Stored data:
++++++++

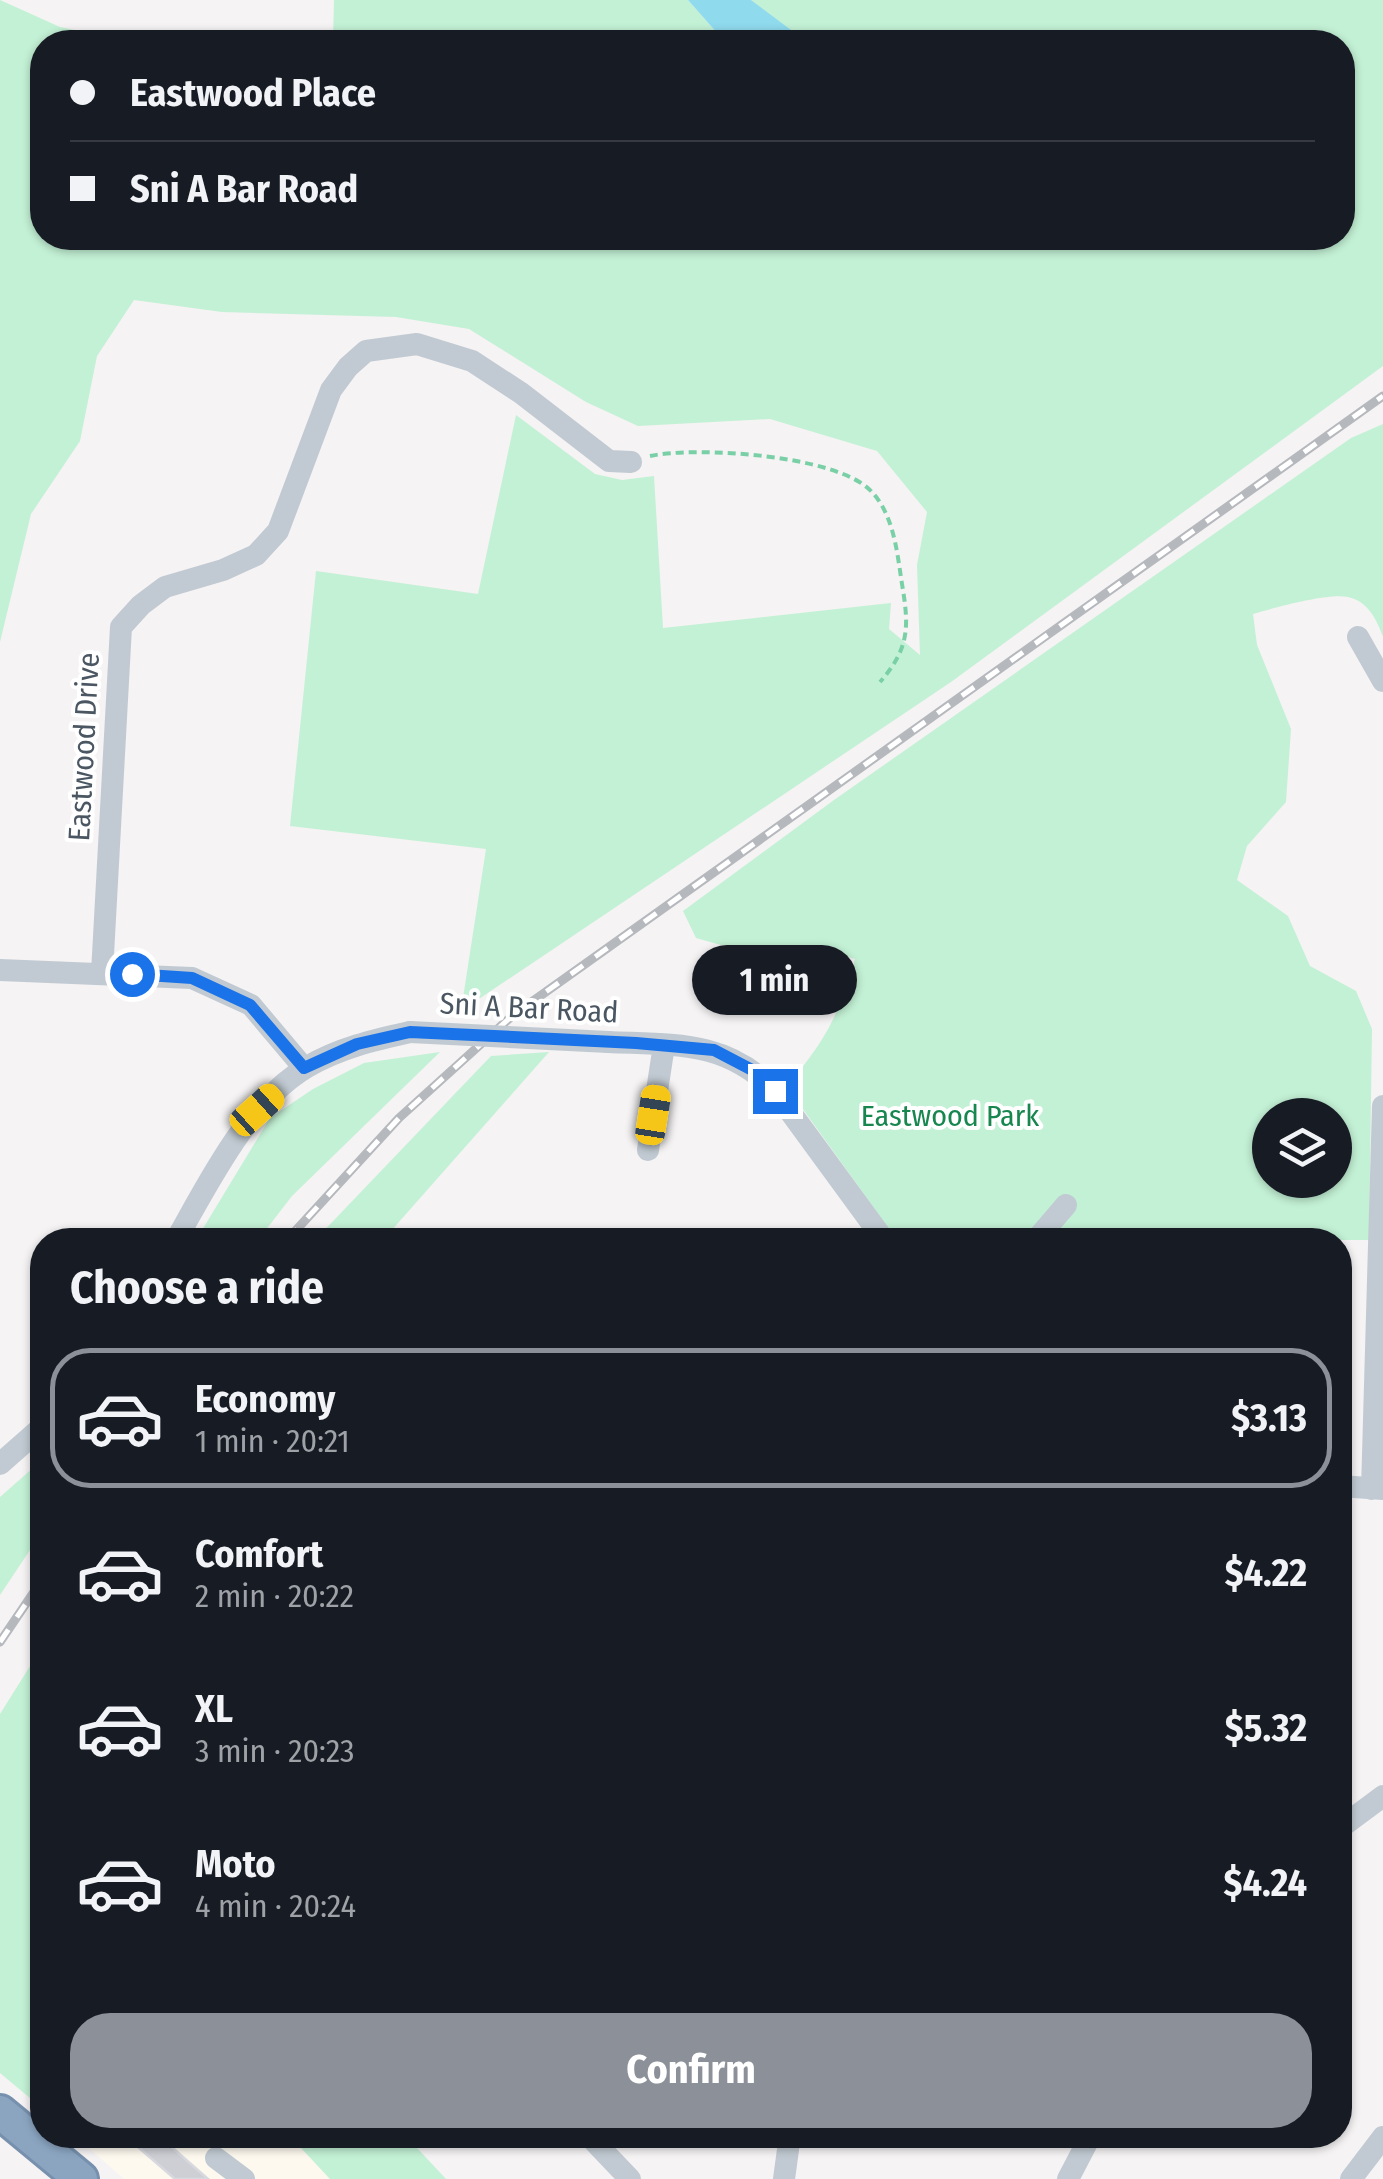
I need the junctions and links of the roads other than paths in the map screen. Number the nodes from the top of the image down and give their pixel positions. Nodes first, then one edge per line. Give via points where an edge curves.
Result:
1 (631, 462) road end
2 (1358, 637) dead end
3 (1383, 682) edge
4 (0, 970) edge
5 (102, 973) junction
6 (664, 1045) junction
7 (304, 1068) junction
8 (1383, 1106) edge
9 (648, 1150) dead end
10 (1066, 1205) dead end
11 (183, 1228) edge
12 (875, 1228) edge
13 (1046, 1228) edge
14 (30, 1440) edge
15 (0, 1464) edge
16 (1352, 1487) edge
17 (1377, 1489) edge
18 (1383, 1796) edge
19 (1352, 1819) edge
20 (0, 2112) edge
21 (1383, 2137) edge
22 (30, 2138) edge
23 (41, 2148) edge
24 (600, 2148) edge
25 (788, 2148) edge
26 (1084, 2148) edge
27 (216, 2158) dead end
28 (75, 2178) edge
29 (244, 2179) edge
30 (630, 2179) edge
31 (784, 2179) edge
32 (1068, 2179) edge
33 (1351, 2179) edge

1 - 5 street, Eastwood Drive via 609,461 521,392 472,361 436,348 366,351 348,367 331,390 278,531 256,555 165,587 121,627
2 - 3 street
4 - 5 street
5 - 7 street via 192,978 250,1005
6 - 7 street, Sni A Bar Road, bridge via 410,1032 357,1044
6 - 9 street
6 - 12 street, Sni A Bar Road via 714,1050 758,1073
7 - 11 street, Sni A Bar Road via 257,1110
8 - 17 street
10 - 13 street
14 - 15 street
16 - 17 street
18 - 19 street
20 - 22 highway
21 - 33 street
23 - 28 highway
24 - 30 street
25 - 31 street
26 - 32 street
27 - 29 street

++++++++

▸ Problem statement:
When copying the entries, drop the images and keep every line exact.

▸ Reply to the exercise:
I need the junctions and links of the roads other than paths in the map screen. Number the nodes from the top of the image down and give their pixel positions. Nodes first, then one edge per line. Give via points where an edge curves.
Result:
1 (631, 462) road end
2 (1358, 637) dead end
3 (1383, 682) edge
4 (0, 970) edge
5 (102, 973) junction
6 (664, 1045) junction
7 (304, 1068) junction
8 (1383, 1106) edge
9 (648, 1150) dead end
10 (1066, 1205) dead end
11 (183, 1228) edge
12 (875, 1228) edge
13 (1046, 1228) edge
14 (30, 1440) edge
15 (0, 1464) edge
16 (1352, 1487) edge
17 (1377, 1489) edge
18 (1383, 1796) edge
19 (1352, 1819) edge
20 (0, 2112) edge
21 (1383, 2137) edge
22 (30, 2138) edge
23 (41, 2148) edge
24 (600, 2148) edge
25 (788, 2148) edge
26 (1084, 2148) edge
27 (216, 2158) dead end
28 (75, 2178) edge
29 (244, 2179) edge
30 (630, 2179) edge
31 (784, 2179) edge
32 (1068, 2179) edge
33 (1351, 2179) edge

1 - 5 street, Eastwood Drive via 609,461 521,392 472,361 436,348 366,351 348,367 331,390 278,531 256,555 165,587 121,627
2 - 3 street
4 - 5 street
5 - 7 street via 192,978 250,1005
6 - 7 street, Sni A Bar Road, bridge via 410,1032 357,1044
6 - 9 street
6 - 12 street, Sni A Bar Road via 714,1050 758,1073
7 - 11 street, Sni A Bar Road via 257,1110
8 - 17 street
10 - 13 street
14 - 15 street
16 - 17 street
18 - 19 street
20 - 22 highway
21 - 33 street
23 - 28 highway
24 - 30 street
25 - 31 street
26 - 32 street
27 - 29 street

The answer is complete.